In a candid interview before the Covid pandemic and shortly before his death, former Fed chair Paul Volcker warned of the dangers of monetary policy that aimed to create 2 percent inflation. “Once you begin aiming at 2 percent, then you hear people say, ‘Well, maybe we can give the economy a little more juice by going to 3 percent.’ Well, if that doesn’t work, we’ll go to 4 percent.” This is one reason that, he said, “inflation finally feeds upon itself when it gets going.”
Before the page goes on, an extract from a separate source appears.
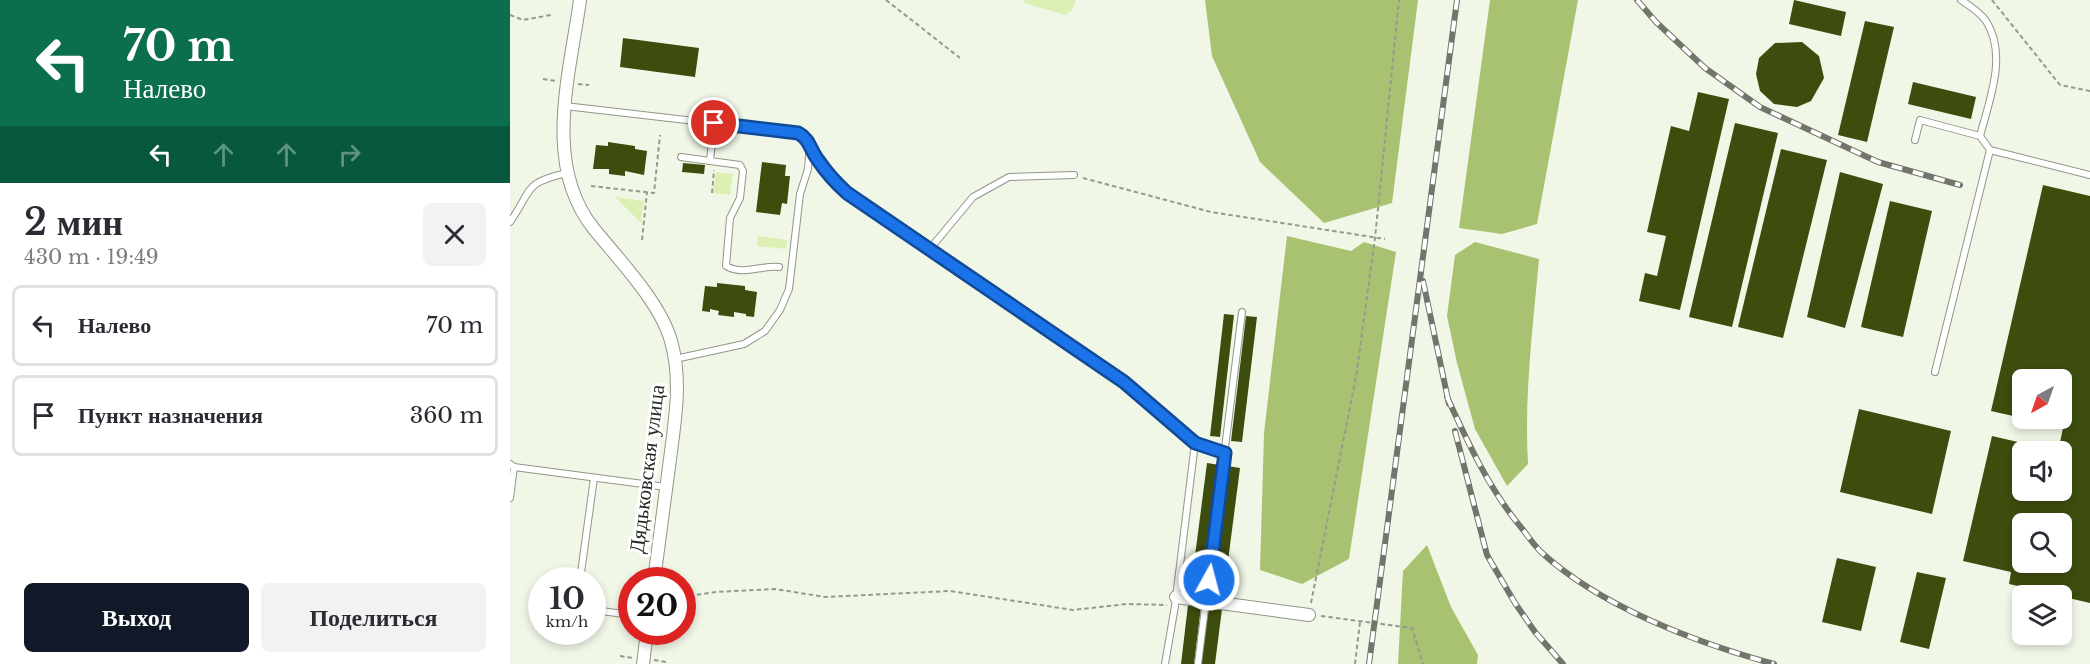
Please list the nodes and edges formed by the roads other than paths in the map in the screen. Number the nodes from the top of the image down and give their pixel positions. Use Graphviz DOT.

By late 2021, Volcker’s prediction had come true. Inflation exceeded 6 percent. The US is not Weimar Germany, nor for that matter Argentina or Venezuela. But the low-level inflation of the past two decades has been damaging. It has resulted in a 38 percent erosion of the dollar’s purchasing power, an inflationary housing bubble that exploded into a global financial crisis, the severest recession since the Great Depression, and violent unrest not seen in decades.

Studies have shown that trust in American political institutions has plunged since the relatively stable money era of the 1990s. Politics has become more polarized than at any other time in recent memory. Street violence has erupted not only in the US but in nations around the world. Radical movements are flouting social norms and attacking the fundamental values and symbols of America’s system of democratic capitalism, including the Constitution and the Founding Fathers. Government has grown larger and more intrusive; political rhetoric darker and more pessimistic.

The rise of social media and the Covid pandemic did play a role in these events. Yet the frequent demonizing and scapegoating we hear in public discourse increasingly has the feel of a nation in the grip of an inflationary malaise. An example: the Biden administration blaming meat producers and other industries for high prices and “profiteering.”

Inflation’s debasement of US society is not just a domestic issue. By undermining the entrepreneurial dynamism that has long been the source of our nation’s strength, inflation threatens our national security. We saw this begin to play out in the 1970s. Inflation had weakened the nation’s economy and sapped its political will. The US retreated from Southeast Asia and abandoned the South Vietnamese. Cuba’s Soviet-style communism seemed poised to take over Central America. Nicaragua aligned itself with Havana and Moscow. There was a perception of America in decline. The nation’s military became neglected. Naval vessels fell into disrepair. Weakness emboldened our adversaries. Russia felt free to march into Afghanistan in December 1979. The US was unable to rescue diplomats taken hostage by Iran.

Fortunately, by the early 1980s, stagflation was extinguished. America’s strength was restored during the administration of Ronald Reagan. He was one of a select group of leaders who successfully defeated a major inflation.